Exhibit 4.31
STOCK PURCHASE AGREEMENT
This Stock Purchase Agreement ("Agreement") is made this ___ day
of September 2003, by and between USA TECHNOLOGIES, INC., a Pennsylvania
corporation ("USA" or "Company"), and PROPHECY ASSET MANAGEMENT, INC., a
_____________ corporation ("Buyer").
Background
As more fully set forth herein, the Buyer has agreed to purchase
from the Company 750,000 shares of Common Stock of USA (the "Securities") for
$0.25 per share, for an aggregate of $_____________ ("Purchase Price").
Agreement
NOW THEREFORE, intending to be legally bound hereby, the parties hereto agree as
follows:
1. Subscription. The Buyer hereby purchases the Securities from the Company and
the Company hereby sells and issues the Securities to the Buyer. In full payment
for the Securities, the Buyer has delivered to USA, upon receipt of the
Securities, a check payable to USA or wire transfer of immediately available
funds in the amount of $187,500. USA has delivered to Buyer a certificate
representing the Buyer's interest in the __________ shares of USA Common Stock
duly registered in the name of Buyer.
No later than thirty days after the date hereof, USA shall at its cost and
expense prepare and file a Registration Statement filed on Form S-3
("Registration Statement") with the Securities and Exchange Commission ("SEC")

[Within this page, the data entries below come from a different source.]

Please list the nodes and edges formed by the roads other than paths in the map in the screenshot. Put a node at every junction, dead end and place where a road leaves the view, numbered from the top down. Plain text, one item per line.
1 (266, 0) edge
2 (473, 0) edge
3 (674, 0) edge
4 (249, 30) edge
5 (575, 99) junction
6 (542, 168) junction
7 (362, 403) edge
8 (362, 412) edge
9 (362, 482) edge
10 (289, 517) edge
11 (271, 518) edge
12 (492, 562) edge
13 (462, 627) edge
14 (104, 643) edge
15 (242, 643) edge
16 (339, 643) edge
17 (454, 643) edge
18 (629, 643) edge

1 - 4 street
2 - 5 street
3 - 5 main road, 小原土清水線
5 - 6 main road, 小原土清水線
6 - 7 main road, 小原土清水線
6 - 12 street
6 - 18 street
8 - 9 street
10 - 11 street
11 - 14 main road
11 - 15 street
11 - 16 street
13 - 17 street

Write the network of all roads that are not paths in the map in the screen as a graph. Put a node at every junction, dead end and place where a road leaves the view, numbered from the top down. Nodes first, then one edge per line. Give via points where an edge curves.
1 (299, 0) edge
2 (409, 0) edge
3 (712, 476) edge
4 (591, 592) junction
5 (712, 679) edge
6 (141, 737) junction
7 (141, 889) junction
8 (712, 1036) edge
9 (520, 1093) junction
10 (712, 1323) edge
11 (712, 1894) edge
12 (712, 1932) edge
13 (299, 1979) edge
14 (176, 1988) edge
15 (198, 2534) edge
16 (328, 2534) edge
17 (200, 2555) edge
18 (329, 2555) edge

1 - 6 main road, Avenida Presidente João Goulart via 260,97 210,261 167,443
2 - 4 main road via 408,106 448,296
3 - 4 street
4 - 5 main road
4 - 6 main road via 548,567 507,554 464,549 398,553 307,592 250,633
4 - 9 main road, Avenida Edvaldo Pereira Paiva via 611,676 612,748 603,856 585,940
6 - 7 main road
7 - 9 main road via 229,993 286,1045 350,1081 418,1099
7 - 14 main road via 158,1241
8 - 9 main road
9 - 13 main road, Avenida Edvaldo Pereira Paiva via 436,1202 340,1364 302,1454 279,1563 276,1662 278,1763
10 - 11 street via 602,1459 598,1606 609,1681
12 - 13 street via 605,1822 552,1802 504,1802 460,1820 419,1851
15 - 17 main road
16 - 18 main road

registering all of the Securities for resale by the holder under the Securities
Act of 1933, as amended ("33 Act"). In the event that Form S-3 is unavailable
and/or inappropriate for such a registration, the Company shall use such other
form as is available and appropriate for such a registration. The Registration
Statement shall be prepared as a "shelf" Registration Statement under Rule 415.
Thereafter, the Company will use its best efforts to have the Registration
Statement declared effective by the SEC within ninety days from the date hereof.
The Company shall use its best efforts to have the Registration Statement
maintained effective until the earlier of (i) one year from the effective date
thereof, or (ii) the date that all of the Securities are resold pursuant to the
Registration Statement or otherwise.
In the event that the Registration Statement to be filed by the Company is not
declared effective by the SEC within ninety days from the date hereof, then the
Company will pay Buyer as liquidated damages for such failure and not as a
penalty three percent (3%) of the Purchase Price ("Liquidated Damages Amount").
Such payment of the liquidated damages shall be made to Buyer in cash, within
five (5) calendar days of demand; provided, however, that the payment of such
liquidated damages shall not relieve the Company from its obligations to
register the Securities pursuant to this Agreement.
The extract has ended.